• **TASK INPUT**:
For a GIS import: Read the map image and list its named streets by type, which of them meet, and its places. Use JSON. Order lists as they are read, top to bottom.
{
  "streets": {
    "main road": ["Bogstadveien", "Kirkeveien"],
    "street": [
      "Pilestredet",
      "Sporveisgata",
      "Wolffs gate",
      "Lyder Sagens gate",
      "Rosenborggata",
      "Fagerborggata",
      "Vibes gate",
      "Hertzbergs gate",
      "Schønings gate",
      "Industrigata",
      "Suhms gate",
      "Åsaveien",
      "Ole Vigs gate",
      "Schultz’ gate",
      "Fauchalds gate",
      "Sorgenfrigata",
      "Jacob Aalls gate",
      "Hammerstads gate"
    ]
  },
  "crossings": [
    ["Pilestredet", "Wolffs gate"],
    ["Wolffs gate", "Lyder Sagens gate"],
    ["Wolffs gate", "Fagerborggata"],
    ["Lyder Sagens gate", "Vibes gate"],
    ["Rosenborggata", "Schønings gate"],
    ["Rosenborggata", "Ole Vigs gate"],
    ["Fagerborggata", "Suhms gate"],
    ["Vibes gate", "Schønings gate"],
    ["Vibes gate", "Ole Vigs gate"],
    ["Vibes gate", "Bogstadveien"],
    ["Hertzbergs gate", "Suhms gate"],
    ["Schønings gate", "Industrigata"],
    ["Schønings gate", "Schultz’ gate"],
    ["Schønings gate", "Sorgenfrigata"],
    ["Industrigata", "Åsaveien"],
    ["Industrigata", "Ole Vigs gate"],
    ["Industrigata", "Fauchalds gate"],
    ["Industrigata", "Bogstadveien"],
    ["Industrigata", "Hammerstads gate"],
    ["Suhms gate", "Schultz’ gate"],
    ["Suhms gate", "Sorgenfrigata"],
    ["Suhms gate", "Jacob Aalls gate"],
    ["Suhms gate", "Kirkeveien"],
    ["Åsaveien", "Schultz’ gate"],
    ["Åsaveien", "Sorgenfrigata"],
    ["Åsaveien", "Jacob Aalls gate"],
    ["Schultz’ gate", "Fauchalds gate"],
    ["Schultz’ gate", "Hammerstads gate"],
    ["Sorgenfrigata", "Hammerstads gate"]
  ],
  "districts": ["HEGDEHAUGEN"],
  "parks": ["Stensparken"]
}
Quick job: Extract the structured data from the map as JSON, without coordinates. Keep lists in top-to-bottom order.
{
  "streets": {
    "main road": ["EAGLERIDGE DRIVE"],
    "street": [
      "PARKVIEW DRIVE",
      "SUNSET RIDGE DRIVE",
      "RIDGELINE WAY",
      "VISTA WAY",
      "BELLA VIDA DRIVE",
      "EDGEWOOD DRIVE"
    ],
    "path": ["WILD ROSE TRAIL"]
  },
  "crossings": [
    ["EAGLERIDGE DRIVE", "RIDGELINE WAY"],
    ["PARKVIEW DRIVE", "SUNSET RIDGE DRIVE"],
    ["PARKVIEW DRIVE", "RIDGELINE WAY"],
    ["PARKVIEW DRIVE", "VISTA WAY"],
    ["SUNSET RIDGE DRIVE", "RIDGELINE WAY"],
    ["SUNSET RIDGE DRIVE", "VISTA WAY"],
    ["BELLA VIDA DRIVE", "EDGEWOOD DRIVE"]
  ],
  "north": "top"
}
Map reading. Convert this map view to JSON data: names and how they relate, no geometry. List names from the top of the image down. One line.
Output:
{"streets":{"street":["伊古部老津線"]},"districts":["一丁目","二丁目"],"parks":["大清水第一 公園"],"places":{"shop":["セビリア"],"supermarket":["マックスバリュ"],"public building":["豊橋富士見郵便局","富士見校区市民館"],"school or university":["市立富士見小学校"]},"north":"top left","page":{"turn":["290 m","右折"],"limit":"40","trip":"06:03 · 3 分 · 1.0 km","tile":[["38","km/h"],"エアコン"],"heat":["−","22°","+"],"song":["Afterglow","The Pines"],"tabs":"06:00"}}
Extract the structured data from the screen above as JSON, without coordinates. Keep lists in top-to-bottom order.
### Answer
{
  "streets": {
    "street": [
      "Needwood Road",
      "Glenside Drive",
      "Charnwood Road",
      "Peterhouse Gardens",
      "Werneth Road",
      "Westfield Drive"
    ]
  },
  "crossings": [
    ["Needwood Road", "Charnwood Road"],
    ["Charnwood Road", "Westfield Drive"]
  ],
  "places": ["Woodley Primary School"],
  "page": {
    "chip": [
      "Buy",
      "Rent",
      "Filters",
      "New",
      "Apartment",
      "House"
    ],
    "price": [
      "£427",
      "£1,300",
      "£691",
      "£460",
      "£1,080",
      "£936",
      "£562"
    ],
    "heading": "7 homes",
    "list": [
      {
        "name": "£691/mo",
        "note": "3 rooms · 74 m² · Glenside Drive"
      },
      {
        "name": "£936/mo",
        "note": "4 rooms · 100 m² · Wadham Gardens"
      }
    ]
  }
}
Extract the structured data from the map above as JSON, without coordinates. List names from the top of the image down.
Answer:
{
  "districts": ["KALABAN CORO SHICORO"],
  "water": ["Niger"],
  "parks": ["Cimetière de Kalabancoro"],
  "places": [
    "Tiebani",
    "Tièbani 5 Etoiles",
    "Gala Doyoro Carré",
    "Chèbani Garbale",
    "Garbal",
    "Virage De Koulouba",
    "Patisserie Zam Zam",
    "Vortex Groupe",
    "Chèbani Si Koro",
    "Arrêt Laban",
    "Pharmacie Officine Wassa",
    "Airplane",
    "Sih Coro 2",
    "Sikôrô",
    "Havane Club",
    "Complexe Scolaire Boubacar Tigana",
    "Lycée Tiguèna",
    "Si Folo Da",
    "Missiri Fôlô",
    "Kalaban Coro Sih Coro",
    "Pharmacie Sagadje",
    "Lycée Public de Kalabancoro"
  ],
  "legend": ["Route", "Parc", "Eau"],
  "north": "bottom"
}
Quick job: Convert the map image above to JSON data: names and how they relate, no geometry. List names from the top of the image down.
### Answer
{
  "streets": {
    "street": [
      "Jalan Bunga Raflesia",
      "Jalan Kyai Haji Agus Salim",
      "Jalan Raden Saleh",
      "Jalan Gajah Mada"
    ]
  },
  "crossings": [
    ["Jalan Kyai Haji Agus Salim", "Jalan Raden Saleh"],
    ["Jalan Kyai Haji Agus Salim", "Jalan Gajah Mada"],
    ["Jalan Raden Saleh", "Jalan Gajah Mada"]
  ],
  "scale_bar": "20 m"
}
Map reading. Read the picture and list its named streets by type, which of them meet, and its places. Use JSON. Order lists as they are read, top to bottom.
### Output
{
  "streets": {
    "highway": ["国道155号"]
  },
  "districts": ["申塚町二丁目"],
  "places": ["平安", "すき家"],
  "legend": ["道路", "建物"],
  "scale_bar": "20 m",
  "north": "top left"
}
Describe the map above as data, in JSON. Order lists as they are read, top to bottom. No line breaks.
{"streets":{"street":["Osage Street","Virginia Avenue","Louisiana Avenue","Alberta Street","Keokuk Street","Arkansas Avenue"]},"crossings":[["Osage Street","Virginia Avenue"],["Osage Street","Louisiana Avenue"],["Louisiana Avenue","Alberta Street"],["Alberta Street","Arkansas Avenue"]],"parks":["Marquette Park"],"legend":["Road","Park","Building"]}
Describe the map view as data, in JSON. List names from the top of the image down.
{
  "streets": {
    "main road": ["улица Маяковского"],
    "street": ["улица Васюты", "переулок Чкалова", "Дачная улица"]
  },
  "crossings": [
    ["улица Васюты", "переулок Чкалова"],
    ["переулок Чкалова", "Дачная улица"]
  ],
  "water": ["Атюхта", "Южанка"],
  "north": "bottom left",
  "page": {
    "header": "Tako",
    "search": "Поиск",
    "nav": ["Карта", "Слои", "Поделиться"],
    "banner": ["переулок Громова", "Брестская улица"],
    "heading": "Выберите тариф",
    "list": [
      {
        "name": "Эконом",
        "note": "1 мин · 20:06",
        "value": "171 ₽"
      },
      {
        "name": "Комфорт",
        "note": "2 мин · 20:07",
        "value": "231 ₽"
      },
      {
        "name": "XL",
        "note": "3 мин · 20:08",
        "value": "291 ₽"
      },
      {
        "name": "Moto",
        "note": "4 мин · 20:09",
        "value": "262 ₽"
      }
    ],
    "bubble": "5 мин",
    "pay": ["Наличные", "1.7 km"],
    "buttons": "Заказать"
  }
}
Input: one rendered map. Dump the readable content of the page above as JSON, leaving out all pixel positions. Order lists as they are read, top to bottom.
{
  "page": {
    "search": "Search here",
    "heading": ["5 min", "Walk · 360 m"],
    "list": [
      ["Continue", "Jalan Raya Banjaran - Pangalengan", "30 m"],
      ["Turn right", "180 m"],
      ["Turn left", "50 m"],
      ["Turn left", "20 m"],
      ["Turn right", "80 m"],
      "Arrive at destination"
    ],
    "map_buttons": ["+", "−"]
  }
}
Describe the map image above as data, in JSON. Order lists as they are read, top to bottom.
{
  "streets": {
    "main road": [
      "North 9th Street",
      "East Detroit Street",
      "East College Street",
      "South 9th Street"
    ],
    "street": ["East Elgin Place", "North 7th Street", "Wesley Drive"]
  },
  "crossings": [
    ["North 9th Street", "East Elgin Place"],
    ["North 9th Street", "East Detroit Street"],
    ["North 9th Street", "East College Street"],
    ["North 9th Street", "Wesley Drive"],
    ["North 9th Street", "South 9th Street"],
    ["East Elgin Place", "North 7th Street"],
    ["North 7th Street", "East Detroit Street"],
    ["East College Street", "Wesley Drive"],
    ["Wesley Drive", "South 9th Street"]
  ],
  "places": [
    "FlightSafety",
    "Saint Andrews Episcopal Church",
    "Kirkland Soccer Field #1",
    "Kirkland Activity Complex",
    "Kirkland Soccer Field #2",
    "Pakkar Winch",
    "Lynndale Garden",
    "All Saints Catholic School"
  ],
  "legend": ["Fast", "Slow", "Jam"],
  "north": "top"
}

• **TASK STATEMENT**: Take each line of the material above that holds the string "relate" and copy it.

• **TASK ANSWER**:
Map reading. Convert this map view to JSON data: names and how they relate, no geometry. List names from the top of the image down. One line.
Quick job: Convert the map image above to JSON data: names and how they relate, no geometry. List names from the top of the image down.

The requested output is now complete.